[Saved entries]
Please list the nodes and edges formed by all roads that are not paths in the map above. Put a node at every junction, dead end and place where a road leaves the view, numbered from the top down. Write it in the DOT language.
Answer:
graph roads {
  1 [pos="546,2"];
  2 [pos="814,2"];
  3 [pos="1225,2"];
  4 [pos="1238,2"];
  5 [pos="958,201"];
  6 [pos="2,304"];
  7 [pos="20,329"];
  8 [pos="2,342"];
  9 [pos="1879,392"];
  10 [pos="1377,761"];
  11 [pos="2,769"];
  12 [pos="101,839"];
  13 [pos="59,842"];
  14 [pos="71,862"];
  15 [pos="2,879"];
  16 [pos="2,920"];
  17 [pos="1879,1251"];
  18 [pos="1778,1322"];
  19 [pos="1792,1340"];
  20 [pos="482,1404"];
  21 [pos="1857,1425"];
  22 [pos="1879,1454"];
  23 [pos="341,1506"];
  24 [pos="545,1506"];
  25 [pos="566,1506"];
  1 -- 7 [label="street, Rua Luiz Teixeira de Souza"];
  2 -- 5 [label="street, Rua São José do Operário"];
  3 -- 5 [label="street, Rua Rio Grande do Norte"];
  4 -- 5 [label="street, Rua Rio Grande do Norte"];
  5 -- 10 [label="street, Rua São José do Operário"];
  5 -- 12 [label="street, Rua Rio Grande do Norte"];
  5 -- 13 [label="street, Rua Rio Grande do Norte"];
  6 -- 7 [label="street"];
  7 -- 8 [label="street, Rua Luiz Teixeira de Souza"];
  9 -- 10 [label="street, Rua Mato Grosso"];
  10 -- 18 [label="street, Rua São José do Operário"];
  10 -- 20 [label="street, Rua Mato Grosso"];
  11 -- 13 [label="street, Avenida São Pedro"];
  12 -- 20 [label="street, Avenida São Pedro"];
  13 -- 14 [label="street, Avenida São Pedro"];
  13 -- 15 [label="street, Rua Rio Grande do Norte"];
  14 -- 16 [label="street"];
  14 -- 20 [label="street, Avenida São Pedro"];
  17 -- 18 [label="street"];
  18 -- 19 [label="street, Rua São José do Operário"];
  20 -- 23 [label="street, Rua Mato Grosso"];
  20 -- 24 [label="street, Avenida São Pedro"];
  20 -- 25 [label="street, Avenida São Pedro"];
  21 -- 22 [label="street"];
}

** What you will do **
Could you copy every line from the records that mentions the word "José"?

** Result of this task **
  2 -- 5 [label="street, Rua São José do Operário"];
  5 -- 10 [label="street, Rua São José do Operário"];
  10 -- 18 [label="street, Rua São José do Operário"];
  18 -- 19 [label="street, Rua São José do Operário"];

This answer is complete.